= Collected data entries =
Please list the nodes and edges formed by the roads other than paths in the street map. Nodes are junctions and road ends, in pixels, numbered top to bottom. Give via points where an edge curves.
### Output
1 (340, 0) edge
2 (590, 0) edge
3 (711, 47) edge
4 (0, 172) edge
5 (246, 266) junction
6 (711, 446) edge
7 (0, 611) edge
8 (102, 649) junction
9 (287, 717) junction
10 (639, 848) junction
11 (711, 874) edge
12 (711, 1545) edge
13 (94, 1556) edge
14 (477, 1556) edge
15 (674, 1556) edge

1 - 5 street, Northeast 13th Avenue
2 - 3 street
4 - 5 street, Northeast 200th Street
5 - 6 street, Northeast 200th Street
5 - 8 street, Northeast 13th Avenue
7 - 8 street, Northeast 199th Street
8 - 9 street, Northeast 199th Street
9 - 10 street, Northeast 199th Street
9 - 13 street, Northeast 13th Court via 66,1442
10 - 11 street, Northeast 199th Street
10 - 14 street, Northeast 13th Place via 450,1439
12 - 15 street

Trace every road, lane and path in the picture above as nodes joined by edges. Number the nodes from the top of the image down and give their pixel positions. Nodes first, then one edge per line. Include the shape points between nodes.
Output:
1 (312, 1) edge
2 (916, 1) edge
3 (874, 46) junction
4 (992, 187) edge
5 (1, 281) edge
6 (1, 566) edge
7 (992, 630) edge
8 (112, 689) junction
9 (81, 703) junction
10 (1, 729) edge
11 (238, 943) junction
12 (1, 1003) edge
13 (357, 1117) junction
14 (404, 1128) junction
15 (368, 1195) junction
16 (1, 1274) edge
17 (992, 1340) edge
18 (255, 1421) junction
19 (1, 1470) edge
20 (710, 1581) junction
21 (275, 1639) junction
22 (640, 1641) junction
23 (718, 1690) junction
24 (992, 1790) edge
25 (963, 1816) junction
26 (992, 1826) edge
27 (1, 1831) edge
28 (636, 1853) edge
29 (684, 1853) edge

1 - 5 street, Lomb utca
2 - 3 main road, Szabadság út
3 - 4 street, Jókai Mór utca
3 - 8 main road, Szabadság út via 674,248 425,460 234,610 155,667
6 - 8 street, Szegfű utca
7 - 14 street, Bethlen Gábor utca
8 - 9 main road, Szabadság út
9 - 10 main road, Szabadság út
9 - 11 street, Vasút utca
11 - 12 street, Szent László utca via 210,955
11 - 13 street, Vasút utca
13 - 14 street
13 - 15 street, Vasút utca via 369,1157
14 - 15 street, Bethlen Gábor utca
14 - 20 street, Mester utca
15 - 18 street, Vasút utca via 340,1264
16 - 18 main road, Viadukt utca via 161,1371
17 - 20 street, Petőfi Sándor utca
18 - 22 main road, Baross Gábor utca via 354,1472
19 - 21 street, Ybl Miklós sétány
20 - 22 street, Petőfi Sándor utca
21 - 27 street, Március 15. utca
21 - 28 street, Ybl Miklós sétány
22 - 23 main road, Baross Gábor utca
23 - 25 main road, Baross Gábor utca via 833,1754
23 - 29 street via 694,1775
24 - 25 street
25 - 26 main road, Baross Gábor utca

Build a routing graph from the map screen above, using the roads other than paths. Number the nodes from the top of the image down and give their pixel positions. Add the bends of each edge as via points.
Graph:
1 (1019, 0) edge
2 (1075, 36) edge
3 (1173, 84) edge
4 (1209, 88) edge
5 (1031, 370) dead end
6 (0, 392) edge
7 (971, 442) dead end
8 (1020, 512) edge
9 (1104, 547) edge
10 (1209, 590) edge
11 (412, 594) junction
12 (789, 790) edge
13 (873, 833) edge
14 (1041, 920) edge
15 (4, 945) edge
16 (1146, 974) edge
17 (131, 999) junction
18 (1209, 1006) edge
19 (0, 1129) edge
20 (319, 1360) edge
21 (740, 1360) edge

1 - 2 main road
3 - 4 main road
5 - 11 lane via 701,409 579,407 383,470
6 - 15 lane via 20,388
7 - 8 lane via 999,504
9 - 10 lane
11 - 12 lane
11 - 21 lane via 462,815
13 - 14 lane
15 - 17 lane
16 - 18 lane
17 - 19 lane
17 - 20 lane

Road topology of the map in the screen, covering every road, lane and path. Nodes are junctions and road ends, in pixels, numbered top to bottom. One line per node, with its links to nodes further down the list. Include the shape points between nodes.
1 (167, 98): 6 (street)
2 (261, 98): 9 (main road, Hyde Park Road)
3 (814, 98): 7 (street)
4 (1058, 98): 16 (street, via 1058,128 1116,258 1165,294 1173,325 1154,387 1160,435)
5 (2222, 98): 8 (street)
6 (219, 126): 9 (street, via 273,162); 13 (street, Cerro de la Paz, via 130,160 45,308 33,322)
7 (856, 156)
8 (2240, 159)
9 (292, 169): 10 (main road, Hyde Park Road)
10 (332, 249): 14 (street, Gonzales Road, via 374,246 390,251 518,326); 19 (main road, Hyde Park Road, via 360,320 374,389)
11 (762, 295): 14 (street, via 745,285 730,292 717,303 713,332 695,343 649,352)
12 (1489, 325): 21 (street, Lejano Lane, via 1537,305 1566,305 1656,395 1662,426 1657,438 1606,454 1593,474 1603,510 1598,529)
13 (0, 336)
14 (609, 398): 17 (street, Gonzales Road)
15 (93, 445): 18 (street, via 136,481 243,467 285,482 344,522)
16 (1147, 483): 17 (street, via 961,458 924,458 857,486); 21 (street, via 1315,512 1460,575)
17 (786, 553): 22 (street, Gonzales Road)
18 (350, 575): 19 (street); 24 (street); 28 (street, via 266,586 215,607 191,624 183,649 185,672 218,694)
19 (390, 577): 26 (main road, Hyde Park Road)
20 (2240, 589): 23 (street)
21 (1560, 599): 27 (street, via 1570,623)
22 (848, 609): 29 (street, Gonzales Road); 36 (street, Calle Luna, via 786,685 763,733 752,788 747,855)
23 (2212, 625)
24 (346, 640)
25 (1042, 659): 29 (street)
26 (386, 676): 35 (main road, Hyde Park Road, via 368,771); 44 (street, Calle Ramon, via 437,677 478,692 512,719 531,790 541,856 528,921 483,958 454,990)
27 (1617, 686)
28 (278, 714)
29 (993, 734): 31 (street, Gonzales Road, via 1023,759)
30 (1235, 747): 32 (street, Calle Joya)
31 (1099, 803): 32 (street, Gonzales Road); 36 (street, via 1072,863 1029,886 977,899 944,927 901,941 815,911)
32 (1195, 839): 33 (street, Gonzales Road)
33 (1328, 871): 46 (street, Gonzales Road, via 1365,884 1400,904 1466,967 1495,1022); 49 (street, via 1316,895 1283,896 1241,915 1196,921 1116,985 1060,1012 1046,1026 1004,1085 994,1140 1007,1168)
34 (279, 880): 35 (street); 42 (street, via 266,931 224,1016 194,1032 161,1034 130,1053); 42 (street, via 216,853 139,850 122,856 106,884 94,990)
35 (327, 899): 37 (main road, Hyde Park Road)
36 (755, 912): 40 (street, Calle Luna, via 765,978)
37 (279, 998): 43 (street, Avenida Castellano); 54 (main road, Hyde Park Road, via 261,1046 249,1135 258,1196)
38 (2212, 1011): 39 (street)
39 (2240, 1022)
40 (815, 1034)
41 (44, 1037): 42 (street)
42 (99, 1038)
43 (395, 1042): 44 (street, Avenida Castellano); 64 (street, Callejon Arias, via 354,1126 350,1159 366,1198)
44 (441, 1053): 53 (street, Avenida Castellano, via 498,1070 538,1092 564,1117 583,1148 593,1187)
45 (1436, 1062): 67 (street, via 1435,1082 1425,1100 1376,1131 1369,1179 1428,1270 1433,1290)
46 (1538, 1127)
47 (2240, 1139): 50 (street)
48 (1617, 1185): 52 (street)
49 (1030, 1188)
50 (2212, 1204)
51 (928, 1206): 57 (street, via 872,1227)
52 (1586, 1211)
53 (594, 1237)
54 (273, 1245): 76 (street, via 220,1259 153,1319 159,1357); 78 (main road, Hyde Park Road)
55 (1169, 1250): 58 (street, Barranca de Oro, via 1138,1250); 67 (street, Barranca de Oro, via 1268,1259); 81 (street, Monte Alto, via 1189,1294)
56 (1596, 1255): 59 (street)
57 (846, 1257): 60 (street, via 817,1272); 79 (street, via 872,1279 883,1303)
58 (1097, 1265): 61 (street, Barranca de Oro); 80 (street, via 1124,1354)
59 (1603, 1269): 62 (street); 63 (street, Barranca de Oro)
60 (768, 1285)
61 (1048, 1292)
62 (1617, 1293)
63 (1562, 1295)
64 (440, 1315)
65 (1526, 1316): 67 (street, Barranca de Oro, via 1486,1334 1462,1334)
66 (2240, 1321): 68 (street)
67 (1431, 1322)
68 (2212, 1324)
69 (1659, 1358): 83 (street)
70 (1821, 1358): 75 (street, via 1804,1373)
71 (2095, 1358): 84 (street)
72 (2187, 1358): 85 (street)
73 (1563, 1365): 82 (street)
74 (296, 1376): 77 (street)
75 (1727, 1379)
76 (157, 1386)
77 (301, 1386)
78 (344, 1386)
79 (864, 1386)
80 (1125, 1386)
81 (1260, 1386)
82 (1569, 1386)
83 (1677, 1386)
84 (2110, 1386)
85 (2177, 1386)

= Task =
Please copy every line from the entries that includes the word "numbered".

= Finished task =
Please list the nodes and edges formed by the roads other than paths in the street map. Nodes are junctions and road ends, in pixels, numbered top to bottom. Give via points where an edge curves.
Road topology of the map in the screen, covering every road, lane and path. Nodes are junctions and road ends, in pixels, numbered top to bottom. One line per node, with its links to nodes further down the list. Include the shape points between nodes.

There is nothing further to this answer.